▸ What to work on: Where a line below has the string "road" in it, include it in the count, and give that count alone.

Saved entries:
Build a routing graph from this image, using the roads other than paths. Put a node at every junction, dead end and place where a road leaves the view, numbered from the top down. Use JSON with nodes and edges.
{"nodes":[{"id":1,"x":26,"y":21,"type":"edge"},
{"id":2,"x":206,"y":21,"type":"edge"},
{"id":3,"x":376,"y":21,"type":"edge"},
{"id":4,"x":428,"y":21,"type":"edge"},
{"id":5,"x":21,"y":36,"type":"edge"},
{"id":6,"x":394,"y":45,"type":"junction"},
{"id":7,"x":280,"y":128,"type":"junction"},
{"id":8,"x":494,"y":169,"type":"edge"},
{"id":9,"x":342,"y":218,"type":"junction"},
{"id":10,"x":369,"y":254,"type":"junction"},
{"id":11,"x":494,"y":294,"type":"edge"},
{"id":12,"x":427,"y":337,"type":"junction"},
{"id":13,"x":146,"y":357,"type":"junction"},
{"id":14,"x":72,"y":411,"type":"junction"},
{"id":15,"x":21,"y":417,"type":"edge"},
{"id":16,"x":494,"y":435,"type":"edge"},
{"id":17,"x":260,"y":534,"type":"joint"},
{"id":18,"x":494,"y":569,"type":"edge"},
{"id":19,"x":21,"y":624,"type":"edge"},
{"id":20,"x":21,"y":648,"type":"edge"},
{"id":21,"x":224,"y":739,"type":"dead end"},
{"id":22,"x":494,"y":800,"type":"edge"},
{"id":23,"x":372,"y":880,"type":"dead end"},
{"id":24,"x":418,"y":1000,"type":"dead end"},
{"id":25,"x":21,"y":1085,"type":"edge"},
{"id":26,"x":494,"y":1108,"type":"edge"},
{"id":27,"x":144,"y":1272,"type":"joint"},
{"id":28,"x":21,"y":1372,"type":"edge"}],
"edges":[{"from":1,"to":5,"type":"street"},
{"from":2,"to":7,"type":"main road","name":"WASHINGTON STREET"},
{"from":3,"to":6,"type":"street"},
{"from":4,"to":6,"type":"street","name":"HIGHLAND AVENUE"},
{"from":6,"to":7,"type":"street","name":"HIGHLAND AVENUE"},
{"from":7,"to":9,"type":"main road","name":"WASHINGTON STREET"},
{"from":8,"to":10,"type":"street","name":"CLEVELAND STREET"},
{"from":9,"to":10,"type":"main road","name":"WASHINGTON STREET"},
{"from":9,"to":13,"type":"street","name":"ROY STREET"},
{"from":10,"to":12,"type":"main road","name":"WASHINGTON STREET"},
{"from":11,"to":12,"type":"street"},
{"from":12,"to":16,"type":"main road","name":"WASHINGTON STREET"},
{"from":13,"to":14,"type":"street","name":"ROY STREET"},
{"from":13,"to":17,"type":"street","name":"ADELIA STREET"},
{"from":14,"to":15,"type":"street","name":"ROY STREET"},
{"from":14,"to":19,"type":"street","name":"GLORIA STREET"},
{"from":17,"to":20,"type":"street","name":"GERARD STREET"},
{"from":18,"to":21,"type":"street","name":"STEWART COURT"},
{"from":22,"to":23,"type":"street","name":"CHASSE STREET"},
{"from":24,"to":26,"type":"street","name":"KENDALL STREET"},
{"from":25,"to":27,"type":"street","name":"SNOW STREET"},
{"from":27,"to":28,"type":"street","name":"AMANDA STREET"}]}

▸ Exercise solution: 6